How informative is the prior?

  • "The prior can often only be understood in the context of the likelihood": http://www.stat.columbia.edu/~gelman/research/published/entropy-19-00555-v2.pdf Or, more generally, in the context of the estimating function, or of the information in the data.

  • Prior predictive checking helps to examine how informative the prior on parameters is in the scale of the outcome: https://doi.org/10.1111/rssa.12378

  • Here's an idea for not getting tripped up with default priors: For each parameter (or other qoi), compare the posterior sd to the prior sd. If the posterior sd for any parameter (or qoi) is more than 0.1 times the prior sd, then print out a note: "The prior distribution for this parameter is informative." Then the user can go back and check that the default prior makes sense for this particular example.

Michael Betancourt has some related ideas here: https://betanalpha.github.io/assets/case_studies/principled_bayesian_workflow.html

Default prior for treatment effects scaled based on the standard error of the estimate

Erik van Zwet suggests an Edlin factor of 1/2. Assuming that the existing or published estimate is unbiased with known standard error, this corresponds to a default prior that is normal with mean 0 and sd equal to the standard error of the data estimate. This can't be right--for any given experiment, as you add data, the standard error should decline, so this would suggest that the prior depends on sample size. (On the other hand, the prior can often only be understood in the context of the likelihood; http://www.stat.columbia.edu/~gelman/research/published/entropy-19-00555-v2.pdf, so we can't rule out an improper or data-dependent prior out of hand.)

Anyway, the discussion with Zwet got me thinking.
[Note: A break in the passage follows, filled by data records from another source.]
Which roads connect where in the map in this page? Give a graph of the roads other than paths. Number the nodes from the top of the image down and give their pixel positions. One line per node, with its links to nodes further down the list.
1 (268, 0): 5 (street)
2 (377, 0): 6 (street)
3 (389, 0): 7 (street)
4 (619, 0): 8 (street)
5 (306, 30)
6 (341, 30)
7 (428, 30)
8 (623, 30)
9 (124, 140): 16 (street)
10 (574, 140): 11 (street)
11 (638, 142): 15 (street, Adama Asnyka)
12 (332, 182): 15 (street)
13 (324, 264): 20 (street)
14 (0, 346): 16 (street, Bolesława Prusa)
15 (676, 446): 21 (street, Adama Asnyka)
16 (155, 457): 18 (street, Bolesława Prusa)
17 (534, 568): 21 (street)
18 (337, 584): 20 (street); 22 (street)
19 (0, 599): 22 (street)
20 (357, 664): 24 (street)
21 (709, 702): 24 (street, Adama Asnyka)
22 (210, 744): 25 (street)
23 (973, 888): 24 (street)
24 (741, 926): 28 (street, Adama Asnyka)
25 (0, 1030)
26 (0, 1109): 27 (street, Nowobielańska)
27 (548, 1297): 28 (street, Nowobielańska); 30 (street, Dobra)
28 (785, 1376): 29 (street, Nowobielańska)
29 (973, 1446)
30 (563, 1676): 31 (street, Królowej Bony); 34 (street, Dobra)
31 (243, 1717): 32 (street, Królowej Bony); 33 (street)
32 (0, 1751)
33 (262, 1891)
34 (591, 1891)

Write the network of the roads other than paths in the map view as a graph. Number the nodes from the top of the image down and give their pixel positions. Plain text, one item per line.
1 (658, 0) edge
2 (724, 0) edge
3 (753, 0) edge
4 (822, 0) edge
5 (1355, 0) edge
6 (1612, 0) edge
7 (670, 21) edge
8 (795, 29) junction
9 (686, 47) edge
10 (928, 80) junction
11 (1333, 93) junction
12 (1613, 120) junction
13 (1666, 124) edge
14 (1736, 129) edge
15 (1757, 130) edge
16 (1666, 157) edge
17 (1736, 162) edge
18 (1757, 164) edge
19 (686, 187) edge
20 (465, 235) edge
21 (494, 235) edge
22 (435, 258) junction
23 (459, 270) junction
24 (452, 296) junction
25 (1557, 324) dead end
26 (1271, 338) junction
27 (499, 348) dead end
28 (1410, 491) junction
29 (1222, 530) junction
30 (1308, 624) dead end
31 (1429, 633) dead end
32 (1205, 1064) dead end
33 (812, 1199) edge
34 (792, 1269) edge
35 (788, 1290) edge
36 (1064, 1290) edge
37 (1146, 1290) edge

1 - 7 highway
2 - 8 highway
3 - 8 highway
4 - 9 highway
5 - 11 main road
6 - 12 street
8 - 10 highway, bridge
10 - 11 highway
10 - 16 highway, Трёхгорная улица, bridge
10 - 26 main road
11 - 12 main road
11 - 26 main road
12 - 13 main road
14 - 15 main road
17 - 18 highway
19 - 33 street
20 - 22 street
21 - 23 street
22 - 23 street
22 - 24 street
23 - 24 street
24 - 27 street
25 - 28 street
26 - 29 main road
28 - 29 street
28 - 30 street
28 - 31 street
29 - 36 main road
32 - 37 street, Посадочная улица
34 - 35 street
If I see an estimate that's 1 se from 0, I tend not to take it seriously; I partially pool it toward 0. So if the data estimate is 1 se from 0, then, sure, the normal(0, se) prior seems reasonable as it pools the estimate halfway to 0. But if the data estimate is, say, 4 se's from zero, I wouldn't want to pool it halfway: at this point, zero is not so relevant. This suggests something like a t prior. Again, though, the big idea here is to scale the prior based on the standard error of the estimate.

Another way of looking at this prior is as a formalization of what we do when we see estimates of treatment effects. If the estimate is only 1 standard error away from zero, we don't take it too seriously: sure, we take it as some evidence of a positive effect, but far from conclusive evidence--we partially pool it toward zero. If the estimate is 2 standard errors away from zero, we still think the estimate has a bit of luck to it--just think of the way in which researchers, when their estimate is 2 se's from zero, (a) get excited and (b) want to stop the experiment right there so as not to lose the magic--hence some partial pooling toward zero is still in order. And if the estimate is 4 se's from zero, we just tend to take it as is.

Generic prior for anything

  • Andrew has been using independent N(0,1), as in section 3 of this paper: http://www.stat.columbia.edu/~gelman/research/published/stan_jebs_2.pdf

    • I don't mind the short tails; if you think they're a problem because you think a parameter could be far from 0, that's information that can and should be included in the prior
    • I don't mind the prior independence as long as you've thought about combining or transforming parameters appropriately (see below)
  • Aki prefers student_t(3,0,1), something about some shape of some curve, he put it on the blackboard and I can't remember

  • Prior will depend on parameterization

  • Reparameterize to aim for approx prior independence (examples in Gelman, Bois, Jiang, 1996). Simple example is to move from (theta_1, theta_2) to (theta_1 + theta_2, theta_1 - theta_2) if that makes sense in the context of the model.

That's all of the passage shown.